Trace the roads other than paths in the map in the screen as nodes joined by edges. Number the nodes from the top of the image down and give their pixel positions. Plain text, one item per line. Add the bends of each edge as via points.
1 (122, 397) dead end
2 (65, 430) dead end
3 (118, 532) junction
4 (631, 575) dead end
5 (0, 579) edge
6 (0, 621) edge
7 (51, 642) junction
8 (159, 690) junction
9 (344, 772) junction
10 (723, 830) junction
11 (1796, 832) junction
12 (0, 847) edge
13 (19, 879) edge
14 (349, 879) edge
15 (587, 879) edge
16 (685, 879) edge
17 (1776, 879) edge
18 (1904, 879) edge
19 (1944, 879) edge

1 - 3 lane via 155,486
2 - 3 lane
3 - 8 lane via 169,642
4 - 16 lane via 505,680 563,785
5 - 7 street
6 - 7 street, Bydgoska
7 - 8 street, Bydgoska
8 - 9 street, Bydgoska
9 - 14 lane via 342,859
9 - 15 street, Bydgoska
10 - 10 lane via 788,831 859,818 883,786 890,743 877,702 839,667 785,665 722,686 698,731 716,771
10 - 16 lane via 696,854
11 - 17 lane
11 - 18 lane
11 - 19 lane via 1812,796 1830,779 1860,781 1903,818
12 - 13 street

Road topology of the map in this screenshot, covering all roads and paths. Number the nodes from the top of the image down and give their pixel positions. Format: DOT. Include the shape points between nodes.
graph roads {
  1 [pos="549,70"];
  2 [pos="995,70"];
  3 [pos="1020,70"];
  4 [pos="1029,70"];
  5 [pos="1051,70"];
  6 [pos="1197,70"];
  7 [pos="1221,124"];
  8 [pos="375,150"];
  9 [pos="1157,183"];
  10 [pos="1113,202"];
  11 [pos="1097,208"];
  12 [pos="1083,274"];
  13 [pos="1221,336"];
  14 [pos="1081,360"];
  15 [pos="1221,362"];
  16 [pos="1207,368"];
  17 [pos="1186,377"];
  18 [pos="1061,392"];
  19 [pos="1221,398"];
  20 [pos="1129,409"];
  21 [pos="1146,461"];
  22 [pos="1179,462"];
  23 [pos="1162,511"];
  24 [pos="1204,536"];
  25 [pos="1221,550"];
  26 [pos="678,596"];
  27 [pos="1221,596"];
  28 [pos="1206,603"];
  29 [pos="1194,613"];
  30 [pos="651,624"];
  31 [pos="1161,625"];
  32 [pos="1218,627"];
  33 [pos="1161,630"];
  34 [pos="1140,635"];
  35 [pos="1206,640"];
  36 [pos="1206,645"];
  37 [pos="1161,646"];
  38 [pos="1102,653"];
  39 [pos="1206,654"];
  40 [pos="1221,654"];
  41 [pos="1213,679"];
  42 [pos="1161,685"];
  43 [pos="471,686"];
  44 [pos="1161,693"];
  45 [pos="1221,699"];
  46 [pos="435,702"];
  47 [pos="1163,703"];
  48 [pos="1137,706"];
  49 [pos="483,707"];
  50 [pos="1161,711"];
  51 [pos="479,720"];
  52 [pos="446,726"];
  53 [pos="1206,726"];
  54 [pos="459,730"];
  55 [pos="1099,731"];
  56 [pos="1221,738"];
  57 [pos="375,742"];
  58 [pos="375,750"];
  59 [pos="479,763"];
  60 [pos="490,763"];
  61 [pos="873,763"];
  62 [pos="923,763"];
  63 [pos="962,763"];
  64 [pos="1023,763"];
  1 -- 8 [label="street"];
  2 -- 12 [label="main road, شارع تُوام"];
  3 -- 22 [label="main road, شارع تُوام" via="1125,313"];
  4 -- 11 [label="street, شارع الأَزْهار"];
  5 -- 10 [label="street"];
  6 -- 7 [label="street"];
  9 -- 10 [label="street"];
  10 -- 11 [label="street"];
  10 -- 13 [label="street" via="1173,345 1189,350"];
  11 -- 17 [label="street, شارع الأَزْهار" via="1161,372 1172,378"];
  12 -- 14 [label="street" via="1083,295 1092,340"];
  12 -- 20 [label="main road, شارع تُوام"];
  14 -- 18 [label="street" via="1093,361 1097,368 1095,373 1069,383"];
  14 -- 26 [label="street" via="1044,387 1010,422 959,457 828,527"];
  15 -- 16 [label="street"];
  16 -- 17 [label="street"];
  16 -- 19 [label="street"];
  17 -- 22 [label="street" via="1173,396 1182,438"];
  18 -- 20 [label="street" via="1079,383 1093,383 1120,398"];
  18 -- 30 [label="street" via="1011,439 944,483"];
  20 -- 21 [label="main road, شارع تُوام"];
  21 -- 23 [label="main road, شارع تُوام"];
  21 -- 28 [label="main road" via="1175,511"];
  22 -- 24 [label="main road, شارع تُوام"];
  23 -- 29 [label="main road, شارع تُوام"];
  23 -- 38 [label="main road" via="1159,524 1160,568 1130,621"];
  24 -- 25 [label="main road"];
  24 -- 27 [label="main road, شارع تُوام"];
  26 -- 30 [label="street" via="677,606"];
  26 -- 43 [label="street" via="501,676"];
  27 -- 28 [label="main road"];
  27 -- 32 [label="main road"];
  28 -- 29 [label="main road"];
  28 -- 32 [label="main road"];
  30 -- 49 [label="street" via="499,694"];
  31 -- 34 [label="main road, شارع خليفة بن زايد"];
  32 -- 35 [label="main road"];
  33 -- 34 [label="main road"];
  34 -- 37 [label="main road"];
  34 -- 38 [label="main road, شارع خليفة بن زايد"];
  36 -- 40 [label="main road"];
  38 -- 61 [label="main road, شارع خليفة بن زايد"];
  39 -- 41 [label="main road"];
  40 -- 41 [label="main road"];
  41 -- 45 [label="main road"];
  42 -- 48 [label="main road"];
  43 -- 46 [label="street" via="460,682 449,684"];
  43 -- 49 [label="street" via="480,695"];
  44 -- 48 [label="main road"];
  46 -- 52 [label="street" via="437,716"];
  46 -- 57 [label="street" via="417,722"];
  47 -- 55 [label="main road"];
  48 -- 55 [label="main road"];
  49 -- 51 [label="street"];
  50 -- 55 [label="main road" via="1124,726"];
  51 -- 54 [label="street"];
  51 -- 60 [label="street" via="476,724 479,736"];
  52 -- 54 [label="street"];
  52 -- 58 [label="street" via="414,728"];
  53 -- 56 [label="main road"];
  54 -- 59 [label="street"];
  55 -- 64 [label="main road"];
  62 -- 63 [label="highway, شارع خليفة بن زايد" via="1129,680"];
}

────

Work to be completed
The records are to be retyped exactly. No line may be skipped.

Output below
Trace the roads other than paths in the map in the screen as nodes joined by edges. Number the nodes from the top of the image down and give their pixel positions. Plain text, one item per line. Add the bends of each edge as via points.
1 (122, 397) dead end
2 (65, 430) dead end
3 (118, 532) junction
4 (631, 575) dead end
5 (0, 579) edge
6 (0, 621) edge
7 (51, 642) junction
8 (159, 690) junction
9 (344, 772) junction
10 (723, 830) junction
11 (1796, 832) junction
12 (0, 847) edge
13 (19, 879) edge
14 (349, 879) edge
15 (587, 879) edge
16 (685, 879) edge
17 (1776, 879) edge
18 (1904, 879) edge
19 (1944, 879) edge

1 - 3 lane via 155,486
2 - 3 lane
3 - 8 lane via 169,642
4 - 16 lane via 505,680 563,785
5 - 7 street
6 - 7 street, Bydgoska
7 - 8 street, Bydgoska
8 - 9 street, Bydgoska
9 - 14 lane via 342,859
9 - 15 street, Bydgoska
10 - 10 lane via 788,831 859,818 883,786 890,743 877,702 839,667 785,665 722,686 698,731 716,771
10 - 16 lane via 696,854
11 - 17 lane
11 - 18 lane
11 - 19 lane via 1812,796 1830,779 1860,781 1903,818
12 - 13 street

Road topology of the map in this screenshot, covering all roads and paths. Number the nodes from the top of the image down and give their pixel positions. Format: DOT. Include the shape points between nodes.
graph roads {
  1 [pos="549,70"];
  2 [pos="995,70"];
  3 [pos="1020,70"];
  4 [pos="1029,70"];
  5 [pos="1051,70"];
  6 [pos="1197,70"];
  7 [pos="1221,124"];
  8 [pos="375,150"];
  9 [pos="1157,183"];
  10 [pos="1113,202"];
  11 [pos="1097,208"];
  12 [pos="1083,274"];
  13 [pos="1221,336"];
  14 [pos="1081,360"];
  15 [pos="1221,362"];
  16 [pos="1207,368"];
  17 [pos="1186,377"];
  18 [pos="1061,392"];
  19 [pos="1221,398"];
  20 [pos="1129,409"];
  21 [pos="1146,461"];
  22 [pos="1179,462"];
  23 [pos="1162,511"];
  24 [pos="1204,536"];
  25 [pos="1221,550"];
  26 [pos="678,596"];
  27 [pos="1221,596"];
  28 [pos="1206,603"];
  29 [pos="1194,613"];
  30 [pos="651,624"];
  31 [pos="1161,625"];
  32 [pos="1218,627"];
  33 [pos="1161,630"];
  34 [pos="1140,635"];
  35 [pos="1206,640"];
  36 [pos="1206,645"];
  37 [pos="1161,646"];
  38 [pos="1102,653"];
  39 [pos="1206,654"];
  40 [pos="1221,654"];
  41 [pos="1213,679"];
  42 [pos="1161,685"];
  43 [pos="471,686"];
  44 [pos="1161,693"];
  45 [pos="1221,699"];
  46 [pos="435,702"];
  47 [pos="1163,703"];
  48 [pos="1137,706"];
  49 [pos="483,707"];
  50 [pos="1161,711"];
  51 [pos="479,720"];
  52 [pos="446,726"];
  53 [pos="1206,726"];
  54 [pos="459,730"];
  55 [pos="1099,731"];
  56 [pos="1221,738"];
  57 [pos="375,742"];
  58 [pos="375,750"];
  59 [pos="479,763"];
  60 [pos="490,763"];
  61 [pos="873,763"];
  62 [pos="923,763"];
  63 [pos="962,763"];
  64 [pos="1023,763"];
  1 -- 8 [label="street"];
  2 -- 12 [label="main road, شارع تُوام"];
  3 -- 22 [label="main road, شارع تُوام" via="1125,313"];
  4 -- 11 [label="street, شارع الأَزْهار"];
  5 -- 10 [label="street"];
  6 -- 7 [label="street"];
  9 -- 10 [label="street"];
  10 -- 11 [label="street"];
  10 -- 13 [label="street" via="1173,345 1189,350"];
  11 -- 17 [label="street, شارع الأَزْهار" via="1161,372 1172,378"];
  12 -- 14 [label="street" via="1083,295 1092,340"];
  12 -- 20 [label="main road, شارع تُوام"];
  14 -- 18 [label="street" via="1093,361 1097,368 1095,373 1069,383"];
  14 -- 26 [label="street" via="1044,387 1010,422 959,457 828,527"];
  15 -- 16 [label="street"];
  16 -- 17 [label="street"];
  16 -- 19 [label="street"];
  17 -- 22 [label="street" via="1173,396 1182,438"];
  18 -- 20 [label="street" via="1079,383 1093,383 1120,398"];
  18 -- 30 [label="street" via="1011,439 944,483"];
  20 -- 21 [label="main road, شارع تُوام"];
  21 -- 23 [label="main road, شارع تُوام"];
  21 -- 28 [label="main road" via="1175,511"];
  22 -- 24 [label="main road, شارع تُوام"];
  23 -- 29 [label="main road, شارع تُوام"];
  23 -- 38 [label="main road" via="1159,524 1160,568 1130,621"];
  24 -- 25 [label="main road"];
  24 -- 27 [label="main road, شارع تُوام"];
  26 -- 30 [label="street" via="677,606"];
  26 -- 43 [label="street" via="501,676"];
  27 -- 28 [label="main road"];
  27 -- 32 [label="main road"];
  28 -- 29 [label="main road"];
  28 -- 32 [label="main road"];
  30 -- 49 [label="street" via="499,694"];
  31 -- 34 [label="main road, شارع خليفة بن زايد"];
  32 -- 35 [label="main road"];
  33 -- 34 [label="main road"];
  34 -- 37 [label="main road"];
  34 -- 38 [label="main road, شارع خليفة بن زايد"];
  36 -- 40 [label="main road"];
  38 -- 61 [label="main road, شارع خليفة بن زايد"];
  39 -- 41 [label="main road"];
  40 -- 41 [label="main road"];
  41 -- 45 [label="main road"];
  42 -- 48 [label="main road"];
  43 -- 46 [label="street" via="460,682 449,684"];
  43 -- 49 [label="street" via="480,695"];
  44 -- 48 [label="main road"];
  46 -- 52 [label="street" via="437,716"];
  46 -- 57 [label="street" via="417,722"];
  47 -- 55 [label="main road"];
  48 -- 55 [label="main road"];
  49 -- 51 [label="street"];
  50 -- 55 [label="main road" via="1124,726"];
  51 -- 54 [label="street"];
  51 -- 60 [label="street" via="476,724 479,736"];
  52 -- 54 [label="street"];
  52 -- 58 [label="street" via="414,728"];
  53 -- 56 [label="main road"];
  54 -- 59 [label="street"];
  55 -- 64 [label="main road"];
  62 -- 63 [label="highway, شارع خليفة بن زايد" via="1129,680"];
}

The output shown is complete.